South Africans began casting their votes in the election earlier this week. The ruling ANC was expected to be victorious and keep incumbent Cyril Ramaphosa in office. The nation does not elect their presidents directly but rather parliamentary, meaning they vote parties into their legislature and leader of the party with the most votes takes the position.
As of early Friday afternoon, the ANC held a commanding lead, taking 57.4 percent of the vote with 90 percent of voting districts counted.
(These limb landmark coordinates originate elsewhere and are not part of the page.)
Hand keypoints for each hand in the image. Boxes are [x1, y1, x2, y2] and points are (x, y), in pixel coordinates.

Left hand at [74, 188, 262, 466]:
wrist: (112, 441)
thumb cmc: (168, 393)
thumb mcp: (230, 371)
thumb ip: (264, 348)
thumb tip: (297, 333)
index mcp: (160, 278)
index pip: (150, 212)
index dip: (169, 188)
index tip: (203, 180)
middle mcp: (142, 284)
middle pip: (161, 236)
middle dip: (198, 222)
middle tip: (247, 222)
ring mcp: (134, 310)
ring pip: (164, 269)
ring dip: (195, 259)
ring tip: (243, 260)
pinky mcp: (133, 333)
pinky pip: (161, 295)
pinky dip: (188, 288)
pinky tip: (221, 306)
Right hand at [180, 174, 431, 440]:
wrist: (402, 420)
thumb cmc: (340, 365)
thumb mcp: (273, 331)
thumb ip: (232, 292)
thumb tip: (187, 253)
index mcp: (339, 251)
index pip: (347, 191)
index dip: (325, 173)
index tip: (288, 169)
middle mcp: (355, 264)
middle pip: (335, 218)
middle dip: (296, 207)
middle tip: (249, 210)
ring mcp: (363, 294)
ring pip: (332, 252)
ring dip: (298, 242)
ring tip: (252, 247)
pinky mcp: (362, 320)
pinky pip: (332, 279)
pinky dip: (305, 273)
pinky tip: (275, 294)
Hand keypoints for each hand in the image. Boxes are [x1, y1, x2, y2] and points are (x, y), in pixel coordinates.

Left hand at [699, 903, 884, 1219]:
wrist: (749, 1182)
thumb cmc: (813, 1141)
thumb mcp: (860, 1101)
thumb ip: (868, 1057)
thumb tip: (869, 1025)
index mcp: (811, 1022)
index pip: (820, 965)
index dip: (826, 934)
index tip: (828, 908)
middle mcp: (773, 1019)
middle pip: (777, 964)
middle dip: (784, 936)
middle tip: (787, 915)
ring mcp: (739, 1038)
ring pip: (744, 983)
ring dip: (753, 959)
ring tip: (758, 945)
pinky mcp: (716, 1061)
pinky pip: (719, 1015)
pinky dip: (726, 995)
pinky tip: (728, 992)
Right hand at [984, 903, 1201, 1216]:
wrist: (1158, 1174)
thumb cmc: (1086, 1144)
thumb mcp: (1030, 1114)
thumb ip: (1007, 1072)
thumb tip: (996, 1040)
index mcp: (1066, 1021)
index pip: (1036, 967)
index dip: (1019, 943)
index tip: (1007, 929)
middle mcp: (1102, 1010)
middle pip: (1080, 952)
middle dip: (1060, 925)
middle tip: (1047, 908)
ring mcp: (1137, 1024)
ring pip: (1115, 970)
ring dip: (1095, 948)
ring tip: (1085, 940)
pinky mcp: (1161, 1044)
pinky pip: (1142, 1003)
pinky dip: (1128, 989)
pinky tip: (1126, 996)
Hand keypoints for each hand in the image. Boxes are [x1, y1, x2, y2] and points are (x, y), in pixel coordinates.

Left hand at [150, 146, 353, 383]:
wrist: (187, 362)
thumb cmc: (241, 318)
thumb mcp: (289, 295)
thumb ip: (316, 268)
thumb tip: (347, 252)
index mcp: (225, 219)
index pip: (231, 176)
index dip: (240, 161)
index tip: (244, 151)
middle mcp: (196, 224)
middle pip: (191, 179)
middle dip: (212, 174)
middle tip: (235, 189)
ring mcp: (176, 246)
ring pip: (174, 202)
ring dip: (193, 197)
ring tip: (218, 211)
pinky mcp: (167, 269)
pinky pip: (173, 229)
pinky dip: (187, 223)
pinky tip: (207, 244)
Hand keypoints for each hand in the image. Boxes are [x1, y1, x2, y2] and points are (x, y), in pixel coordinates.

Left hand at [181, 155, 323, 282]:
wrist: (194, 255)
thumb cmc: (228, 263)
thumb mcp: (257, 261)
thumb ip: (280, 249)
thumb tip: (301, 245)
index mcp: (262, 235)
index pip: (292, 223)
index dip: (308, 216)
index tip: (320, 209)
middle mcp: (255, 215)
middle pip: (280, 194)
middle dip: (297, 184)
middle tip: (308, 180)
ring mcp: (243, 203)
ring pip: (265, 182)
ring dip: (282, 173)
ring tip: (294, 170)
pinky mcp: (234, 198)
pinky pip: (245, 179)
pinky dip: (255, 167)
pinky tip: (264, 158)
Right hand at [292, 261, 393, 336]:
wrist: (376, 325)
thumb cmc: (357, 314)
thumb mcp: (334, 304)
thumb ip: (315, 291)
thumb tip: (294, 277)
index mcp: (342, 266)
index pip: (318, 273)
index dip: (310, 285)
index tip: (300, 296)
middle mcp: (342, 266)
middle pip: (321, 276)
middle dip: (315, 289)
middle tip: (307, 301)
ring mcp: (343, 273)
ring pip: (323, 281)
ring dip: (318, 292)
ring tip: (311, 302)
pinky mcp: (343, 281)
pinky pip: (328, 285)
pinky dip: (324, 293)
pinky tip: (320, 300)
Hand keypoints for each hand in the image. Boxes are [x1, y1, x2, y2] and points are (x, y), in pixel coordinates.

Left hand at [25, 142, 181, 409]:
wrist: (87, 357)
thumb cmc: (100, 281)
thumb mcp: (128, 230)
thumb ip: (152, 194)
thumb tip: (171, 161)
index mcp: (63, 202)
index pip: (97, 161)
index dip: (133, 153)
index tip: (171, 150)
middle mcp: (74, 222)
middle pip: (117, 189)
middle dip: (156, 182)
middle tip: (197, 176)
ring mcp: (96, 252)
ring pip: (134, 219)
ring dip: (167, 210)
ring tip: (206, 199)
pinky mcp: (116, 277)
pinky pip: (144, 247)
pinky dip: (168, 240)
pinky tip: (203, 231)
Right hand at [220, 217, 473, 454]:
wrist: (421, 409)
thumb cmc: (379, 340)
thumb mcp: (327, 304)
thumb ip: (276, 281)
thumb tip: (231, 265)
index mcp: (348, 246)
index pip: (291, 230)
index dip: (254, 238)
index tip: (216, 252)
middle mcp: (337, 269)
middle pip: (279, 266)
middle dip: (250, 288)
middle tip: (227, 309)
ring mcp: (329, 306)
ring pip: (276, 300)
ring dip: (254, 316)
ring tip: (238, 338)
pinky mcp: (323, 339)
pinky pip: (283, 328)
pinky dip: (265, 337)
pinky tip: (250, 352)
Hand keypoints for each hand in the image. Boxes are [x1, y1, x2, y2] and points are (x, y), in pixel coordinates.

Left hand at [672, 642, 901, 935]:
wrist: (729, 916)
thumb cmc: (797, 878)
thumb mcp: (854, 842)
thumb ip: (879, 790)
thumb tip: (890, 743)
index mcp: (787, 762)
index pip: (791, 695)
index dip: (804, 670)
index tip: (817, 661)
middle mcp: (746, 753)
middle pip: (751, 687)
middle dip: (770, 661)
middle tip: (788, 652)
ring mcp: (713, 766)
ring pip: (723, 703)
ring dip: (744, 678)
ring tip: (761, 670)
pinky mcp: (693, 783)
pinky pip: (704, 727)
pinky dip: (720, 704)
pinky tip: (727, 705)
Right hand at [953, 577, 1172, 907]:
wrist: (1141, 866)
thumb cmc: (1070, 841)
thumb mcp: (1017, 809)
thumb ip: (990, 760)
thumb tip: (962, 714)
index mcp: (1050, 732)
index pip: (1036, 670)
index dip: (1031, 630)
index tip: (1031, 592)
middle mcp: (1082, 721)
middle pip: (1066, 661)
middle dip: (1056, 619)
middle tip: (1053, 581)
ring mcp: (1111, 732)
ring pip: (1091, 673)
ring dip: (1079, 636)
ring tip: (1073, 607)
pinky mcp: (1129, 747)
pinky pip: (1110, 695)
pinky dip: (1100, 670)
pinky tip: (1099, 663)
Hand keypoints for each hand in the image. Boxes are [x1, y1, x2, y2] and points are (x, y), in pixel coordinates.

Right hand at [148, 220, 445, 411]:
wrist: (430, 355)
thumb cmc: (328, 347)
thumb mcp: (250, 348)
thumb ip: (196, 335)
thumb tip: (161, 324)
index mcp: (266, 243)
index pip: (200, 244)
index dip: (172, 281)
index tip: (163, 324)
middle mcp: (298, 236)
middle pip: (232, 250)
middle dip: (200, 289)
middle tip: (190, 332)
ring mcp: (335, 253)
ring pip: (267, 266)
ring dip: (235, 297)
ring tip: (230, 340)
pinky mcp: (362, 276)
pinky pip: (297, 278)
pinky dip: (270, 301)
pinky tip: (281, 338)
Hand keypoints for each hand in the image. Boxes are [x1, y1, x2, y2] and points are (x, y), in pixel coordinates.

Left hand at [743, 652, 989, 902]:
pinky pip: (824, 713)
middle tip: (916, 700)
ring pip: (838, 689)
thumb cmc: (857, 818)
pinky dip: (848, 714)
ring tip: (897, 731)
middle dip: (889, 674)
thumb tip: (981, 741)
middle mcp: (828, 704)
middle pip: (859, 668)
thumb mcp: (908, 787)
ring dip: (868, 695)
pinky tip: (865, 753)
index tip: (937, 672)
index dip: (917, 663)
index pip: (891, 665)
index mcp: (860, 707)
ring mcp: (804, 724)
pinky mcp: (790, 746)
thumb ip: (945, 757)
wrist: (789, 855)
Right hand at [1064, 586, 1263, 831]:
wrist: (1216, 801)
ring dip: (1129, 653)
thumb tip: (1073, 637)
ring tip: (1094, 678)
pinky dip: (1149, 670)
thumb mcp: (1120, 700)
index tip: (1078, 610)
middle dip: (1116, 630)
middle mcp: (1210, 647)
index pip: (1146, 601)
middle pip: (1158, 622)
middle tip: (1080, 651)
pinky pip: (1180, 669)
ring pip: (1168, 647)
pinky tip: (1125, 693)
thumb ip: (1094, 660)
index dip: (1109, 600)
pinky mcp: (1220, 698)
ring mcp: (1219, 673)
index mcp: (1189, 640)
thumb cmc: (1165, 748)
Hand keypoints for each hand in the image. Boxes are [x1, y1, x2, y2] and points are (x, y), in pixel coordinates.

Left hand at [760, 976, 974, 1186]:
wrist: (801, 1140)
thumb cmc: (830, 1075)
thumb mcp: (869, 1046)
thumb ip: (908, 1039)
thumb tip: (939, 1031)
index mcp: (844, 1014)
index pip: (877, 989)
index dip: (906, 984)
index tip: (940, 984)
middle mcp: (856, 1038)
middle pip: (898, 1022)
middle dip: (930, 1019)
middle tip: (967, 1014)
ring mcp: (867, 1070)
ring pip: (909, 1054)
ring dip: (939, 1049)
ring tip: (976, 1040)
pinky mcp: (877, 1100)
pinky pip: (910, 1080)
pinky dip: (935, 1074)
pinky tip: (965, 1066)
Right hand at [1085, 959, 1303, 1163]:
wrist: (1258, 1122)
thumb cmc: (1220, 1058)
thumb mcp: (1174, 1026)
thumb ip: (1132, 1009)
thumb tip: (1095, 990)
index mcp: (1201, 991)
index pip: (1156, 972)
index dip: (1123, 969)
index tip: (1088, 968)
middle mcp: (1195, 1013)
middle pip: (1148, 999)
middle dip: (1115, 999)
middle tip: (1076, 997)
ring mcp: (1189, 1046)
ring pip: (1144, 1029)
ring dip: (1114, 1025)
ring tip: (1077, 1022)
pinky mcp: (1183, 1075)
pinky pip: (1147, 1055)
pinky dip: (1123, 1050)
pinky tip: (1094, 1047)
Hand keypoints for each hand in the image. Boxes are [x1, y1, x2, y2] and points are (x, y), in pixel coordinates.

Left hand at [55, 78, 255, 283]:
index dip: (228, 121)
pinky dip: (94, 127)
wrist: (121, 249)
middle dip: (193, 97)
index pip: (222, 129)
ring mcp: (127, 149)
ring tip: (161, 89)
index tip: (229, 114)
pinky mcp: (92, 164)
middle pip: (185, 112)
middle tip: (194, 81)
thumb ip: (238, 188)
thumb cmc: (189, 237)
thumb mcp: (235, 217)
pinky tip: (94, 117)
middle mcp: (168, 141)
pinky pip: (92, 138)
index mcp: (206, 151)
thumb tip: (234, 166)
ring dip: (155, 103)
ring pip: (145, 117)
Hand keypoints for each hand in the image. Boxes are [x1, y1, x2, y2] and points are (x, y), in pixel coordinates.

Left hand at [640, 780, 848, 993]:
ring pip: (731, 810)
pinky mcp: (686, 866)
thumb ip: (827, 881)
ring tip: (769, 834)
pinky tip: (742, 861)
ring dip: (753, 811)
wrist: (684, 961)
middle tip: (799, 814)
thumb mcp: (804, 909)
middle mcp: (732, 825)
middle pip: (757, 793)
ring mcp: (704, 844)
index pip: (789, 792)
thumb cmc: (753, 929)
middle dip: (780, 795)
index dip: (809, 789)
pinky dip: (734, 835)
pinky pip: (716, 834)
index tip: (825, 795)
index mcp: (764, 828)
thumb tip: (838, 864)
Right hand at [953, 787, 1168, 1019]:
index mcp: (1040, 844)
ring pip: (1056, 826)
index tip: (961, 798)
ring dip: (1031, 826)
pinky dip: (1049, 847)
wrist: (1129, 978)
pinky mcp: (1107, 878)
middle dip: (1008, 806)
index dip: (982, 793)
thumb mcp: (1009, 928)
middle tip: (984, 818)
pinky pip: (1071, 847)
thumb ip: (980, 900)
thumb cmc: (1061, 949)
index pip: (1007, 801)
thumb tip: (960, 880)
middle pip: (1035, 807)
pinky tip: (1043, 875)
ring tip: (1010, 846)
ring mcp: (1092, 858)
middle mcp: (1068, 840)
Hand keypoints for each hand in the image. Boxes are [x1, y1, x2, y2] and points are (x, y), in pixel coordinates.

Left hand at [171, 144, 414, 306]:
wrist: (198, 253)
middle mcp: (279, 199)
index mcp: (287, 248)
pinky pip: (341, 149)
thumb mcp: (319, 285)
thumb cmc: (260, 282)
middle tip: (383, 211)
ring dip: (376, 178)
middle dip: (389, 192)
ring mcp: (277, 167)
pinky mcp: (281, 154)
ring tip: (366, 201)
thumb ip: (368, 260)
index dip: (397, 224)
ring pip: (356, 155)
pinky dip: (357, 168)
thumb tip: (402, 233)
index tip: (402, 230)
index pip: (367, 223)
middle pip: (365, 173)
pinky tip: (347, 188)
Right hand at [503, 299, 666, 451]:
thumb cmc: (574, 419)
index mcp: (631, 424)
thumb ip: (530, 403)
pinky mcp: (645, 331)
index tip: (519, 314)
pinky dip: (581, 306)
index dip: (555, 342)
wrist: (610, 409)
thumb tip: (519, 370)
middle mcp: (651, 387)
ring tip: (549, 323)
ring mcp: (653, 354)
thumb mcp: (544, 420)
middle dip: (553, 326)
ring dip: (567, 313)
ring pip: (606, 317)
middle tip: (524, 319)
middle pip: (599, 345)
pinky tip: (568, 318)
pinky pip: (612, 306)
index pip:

The ANC’s main opposition is the Democratic Alliance, which held 21.01 percent of the vote, according to Reuters.
Since Mandela led the party into power in 1994, the ANC has never taken less than 60 percent of the vote in an election, Reuters reported.
Many voters told reporters they’ve been frustrated with the ANC over the years, citing corruption, continued widespread unemployment and racial disparities, even after the end of apartheid.
The ANC put a positive spin on the results as they came in.
“People have shown they are willing to forgive the ANC,” Ronald Lamola, a member of the party’s top governing body, told Reuters.
“We are looking at a clear mandate for our policies,” he said.
Racial disparities in land ownership, housing and services remain in South Africa even after reforms.
“The ANC will be elected with a record low of 27 percent of the eligible population backing them, compared with 47 percent in 1999,” Peter Attard Montaldo, chief of capital markets research at the Intellidex research and consulting firm, told Reuters. “This kind of mandate is not a mandate nor an impetus to change,” he said.
Ramaphosa, who took over the presidency after the resignation of Jacob Zuma in February 2018, has been credited with bringing the ANC back from the brink.
“It’s a good election for Ramaphosa as he does get a mandate,” fund manager Carl Vermassen told Reuters. “A lot of people were afraid he would poll 54 percent or even below that and we would get a political struggle within ANC. I don’t think that will happen.”